## Work item
State how many lines in this listing include the word "Vanda", and nothing else.

## Source material
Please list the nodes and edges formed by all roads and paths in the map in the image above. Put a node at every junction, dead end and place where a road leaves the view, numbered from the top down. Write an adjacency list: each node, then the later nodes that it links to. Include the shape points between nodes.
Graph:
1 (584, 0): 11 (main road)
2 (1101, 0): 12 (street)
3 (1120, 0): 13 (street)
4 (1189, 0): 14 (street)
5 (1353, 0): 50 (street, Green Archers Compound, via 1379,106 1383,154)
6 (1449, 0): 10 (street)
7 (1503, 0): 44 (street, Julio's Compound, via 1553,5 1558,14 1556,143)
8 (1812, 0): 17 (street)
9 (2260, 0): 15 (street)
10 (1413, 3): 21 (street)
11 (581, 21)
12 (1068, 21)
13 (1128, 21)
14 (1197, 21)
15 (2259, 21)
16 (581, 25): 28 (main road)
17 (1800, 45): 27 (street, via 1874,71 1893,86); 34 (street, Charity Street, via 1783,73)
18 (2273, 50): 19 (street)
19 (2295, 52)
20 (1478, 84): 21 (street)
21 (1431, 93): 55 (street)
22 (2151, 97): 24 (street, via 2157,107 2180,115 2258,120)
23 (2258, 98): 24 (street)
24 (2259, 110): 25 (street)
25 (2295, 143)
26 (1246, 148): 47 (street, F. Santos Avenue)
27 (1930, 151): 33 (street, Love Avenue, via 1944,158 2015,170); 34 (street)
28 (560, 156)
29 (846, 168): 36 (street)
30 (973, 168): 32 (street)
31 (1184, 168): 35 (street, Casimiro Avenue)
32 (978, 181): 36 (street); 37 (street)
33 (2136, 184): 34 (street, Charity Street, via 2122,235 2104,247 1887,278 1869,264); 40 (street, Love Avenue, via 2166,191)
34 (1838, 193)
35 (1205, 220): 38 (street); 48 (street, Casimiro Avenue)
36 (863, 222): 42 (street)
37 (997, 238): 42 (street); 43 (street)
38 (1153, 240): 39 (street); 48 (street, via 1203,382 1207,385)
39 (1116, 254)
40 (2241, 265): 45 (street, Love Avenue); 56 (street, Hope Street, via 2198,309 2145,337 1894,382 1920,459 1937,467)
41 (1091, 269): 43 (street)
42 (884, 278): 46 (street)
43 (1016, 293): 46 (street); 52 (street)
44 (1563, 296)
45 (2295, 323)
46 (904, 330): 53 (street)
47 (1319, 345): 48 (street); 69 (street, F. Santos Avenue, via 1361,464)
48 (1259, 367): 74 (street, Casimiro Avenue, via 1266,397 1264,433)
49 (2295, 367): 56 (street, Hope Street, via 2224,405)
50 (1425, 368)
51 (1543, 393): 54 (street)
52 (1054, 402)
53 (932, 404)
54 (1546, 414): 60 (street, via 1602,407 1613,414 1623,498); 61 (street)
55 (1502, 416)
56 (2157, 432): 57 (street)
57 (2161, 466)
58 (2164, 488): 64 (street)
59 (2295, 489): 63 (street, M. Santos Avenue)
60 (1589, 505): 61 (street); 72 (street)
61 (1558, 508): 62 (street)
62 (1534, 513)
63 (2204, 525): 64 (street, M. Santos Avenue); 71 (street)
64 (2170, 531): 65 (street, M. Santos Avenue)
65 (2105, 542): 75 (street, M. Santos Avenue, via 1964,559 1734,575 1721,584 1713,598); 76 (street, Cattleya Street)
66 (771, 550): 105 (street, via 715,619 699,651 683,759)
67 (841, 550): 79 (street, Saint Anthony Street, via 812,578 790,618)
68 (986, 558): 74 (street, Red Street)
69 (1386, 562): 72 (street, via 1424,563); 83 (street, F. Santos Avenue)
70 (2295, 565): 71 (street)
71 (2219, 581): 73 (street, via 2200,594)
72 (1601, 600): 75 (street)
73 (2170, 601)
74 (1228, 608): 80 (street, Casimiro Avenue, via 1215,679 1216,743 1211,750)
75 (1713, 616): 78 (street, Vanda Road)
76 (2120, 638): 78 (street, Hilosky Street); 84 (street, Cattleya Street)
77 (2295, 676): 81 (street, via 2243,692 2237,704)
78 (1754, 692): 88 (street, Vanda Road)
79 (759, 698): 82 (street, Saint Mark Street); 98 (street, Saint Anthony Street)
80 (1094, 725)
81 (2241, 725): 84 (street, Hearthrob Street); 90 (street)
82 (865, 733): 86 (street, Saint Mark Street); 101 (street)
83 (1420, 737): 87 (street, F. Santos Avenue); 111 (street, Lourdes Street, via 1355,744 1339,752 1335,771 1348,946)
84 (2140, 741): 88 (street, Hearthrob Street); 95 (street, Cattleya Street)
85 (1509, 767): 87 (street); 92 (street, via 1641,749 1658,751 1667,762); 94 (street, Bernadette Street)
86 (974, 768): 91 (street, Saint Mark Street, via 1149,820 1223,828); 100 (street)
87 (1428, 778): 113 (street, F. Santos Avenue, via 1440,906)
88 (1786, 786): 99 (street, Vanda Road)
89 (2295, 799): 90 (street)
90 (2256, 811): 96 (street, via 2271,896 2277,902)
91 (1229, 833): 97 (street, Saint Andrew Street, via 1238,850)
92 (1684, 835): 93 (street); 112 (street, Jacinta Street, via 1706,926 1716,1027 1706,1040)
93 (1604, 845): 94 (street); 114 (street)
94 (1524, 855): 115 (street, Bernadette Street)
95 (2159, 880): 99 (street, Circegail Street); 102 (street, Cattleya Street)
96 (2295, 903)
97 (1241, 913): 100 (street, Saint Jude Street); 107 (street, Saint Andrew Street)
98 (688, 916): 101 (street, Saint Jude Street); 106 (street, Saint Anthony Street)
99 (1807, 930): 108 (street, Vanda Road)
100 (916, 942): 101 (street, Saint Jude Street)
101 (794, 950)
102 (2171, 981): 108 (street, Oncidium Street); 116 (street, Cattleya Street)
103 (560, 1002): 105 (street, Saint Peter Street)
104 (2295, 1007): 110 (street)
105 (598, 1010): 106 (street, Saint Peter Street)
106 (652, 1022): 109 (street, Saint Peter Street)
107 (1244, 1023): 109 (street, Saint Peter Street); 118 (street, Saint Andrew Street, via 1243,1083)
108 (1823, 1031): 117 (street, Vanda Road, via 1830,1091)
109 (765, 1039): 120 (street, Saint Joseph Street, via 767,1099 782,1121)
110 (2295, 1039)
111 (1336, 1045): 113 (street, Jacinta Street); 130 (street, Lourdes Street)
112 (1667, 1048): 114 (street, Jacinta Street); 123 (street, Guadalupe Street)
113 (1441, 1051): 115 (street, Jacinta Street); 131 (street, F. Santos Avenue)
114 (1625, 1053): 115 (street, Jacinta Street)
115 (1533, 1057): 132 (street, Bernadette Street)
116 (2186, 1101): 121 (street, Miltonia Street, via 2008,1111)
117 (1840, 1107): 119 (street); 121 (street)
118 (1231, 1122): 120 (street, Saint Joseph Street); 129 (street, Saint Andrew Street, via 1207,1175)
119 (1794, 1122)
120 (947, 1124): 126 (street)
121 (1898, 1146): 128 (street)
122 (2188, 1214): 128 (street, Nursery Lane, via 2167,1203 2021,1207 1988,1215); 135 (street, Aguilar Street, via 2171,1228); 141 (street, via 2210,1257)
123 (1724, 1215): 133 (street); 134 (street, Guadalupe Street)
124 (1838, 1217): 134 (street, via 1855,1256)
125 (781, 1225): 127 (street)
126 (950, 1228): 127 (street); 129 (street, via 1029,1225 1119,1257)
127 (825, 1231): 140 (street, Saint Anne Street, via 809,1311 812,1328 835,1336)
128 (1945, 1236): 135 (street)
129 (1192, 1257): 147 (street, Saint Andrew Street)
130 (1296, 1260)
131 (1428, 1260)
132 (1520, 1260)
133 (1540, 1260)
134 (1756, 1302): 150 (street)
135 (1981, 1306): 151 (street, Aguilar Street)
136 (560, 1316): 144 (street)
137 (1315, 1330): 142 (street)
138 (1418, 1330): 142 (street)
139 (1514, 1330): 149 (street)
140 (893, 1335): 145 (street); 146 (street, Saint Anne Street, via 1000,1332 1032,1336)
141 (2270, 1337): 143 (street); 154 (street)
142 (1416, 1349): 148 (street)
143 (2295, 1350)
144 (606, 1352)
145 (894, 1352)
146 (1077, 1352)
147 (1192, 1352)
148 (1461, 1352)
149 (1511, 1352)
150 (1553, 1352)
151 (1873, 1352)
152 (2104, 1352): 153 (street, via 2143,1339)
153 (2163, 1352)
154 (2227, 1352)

## Solved problem
5